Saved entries

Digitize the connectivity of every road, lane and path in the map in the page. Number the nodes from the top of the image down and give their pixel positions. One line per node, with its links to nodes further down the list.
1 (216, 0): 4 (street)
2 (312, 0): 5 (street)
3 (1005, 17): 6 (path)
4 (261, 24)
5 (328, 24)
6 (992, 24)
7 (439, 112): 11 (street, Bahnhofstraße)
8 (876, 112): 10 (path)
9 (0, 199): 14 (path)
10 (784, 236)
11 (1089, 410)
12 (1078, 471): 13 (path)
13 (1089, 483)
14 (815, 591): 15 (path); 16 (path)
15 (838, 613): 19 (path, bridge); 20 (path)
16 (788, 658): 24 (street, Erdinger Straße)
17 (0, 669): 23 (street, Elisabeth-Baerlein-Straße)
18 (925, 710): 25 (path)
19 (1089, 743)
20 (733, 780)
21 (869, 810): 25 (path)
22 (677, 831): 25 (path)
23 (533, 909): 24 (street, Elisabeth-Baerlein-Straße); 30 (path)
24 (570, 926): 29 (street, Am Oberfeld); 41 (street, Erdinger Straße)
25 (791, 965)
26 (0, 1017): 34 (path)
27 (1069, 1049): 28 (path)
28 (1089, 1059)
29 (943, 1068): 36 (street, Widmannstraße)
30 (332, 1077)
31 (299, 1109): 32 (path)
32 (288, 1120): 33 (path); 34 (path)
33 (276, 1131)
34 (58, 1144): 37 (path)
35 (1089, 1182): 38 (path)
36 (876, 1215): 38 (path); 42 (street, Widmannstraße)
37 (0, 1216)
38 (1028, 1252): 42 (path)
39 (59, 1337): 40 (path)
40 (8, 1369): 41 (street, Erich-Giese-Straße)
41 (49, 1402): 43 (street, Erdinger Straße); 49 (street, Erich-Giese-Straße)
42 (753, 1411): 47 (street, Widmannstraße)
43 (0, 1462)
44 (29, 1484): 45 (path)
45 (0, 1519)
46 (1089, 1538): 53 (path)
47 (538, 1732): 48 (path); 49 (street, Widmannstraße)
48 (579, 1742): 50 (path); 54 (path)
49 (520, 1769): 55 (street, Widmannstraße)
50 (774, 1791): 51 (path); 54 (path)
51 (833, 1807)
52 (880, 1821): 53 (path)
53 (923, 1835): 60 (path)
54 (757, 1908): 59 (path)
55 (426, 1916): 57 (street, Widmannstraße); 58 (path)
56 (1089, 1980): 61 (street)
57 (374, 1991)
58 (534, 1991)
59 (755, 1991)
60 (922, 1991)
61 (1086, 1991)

### WHAT IS NEEDED
Reproduce each entry exactly, leaving out nothing.

### ANSWER SECTION
Digitize the connectivity of every road, lane and path in the map in the page. Number the nodes from the top of the image down and give their pixel positions. One line per node, with its links to nodes further down the list.
1 (216, 0): 4 (street)
2 (312, 0): 5 (street)
3 (1005, 17): 6 (path)
4 (261, 24)
5 (328, 24)
6 (992, 24)
7 (439, 112): 11 (street, Bahnhofstraße)
8 (876, 112): 10 (path)
9 (0, 199): 14 (path)
10 (784, 236)
11 (1089, 410)
12 (1078, 471): 13 (path)
13 (1089, 483)
14 (815, 591): 15 (path); 16 (path)
15 (838, 613): 19 (path, bridge); 20 (path)
16 (788, 658): 24 (street, Erdinger Straße)
17 (0, 669): 23 (street, Elisabeth-Baerlein-Straße)
18 (925, 710): 25 (path)
19 (1089, 743)
20 (733, 780)
21 (869, 810): 25 (path)
22 (677, 831): 25 (path)
23 (533, 909): 24 (street, Elisabeth-Baerlein-Straße); 30 (path)
24 (570, 926): 29 (street, Am Oberfeld); 41 (street, Erdinger Straße)
25 (791, 965)
26 (0, 1017): 34 (path)
27 (1069, 1049): 28 (path)
28 (1089, 1059)
29 (943, 1068): 36 (street, Widmannstraße)
30 (332, 1077)
31 (299, 1109): 32 (path)
32 (288, 1120): 33 (path); 34 (path)
33 (276, 1131)
34 (58, 1144): 37 (path)
35 (1089, 1182): 38 (path)
36 (876, 1215): 38 (path); 42 (street, Widmannstraße)
37 (0, 1216)
38 (1028, 1252): 42 (path)
39 (59, 1337): 40 (path)
40 (8, 1369): 41 (street, Erich-Giese-Straße)
41 (49, 1402): 43 (street, Erdinger Straße); 49 (street, Erich-Giese-Straße)
42 (753, 1411): 47 (street, Widmannstraße)
43 (0, 1462)
44 (29, 1484): 45 (path)
45 (0, 1519)
46 (1089, 1538): 53 (path)
47 (538, 1732): 48 (path); 49 (street, Widmannstraße)
48 (579, 1742): 50 (path); 54 (path)
49 (520, 1769): 55 (street, Widmannstraße)
50 (774, 1791): 51 (path); 54 (path)
51 (833, 1807)
52 (880, 1821): 53 (path)
53 (923, 1835): 60 (path)
54 (757, 1908): 59 (path)
55 (426, 1916): 57 (street, Widmannstraße); 58 (path)
56 (1089, 1980): 61 (street)
57 (374, 1991)
58 (534, 1991)
59 (755, 1991)
60 (922, 1991)
61 (1086, 1991)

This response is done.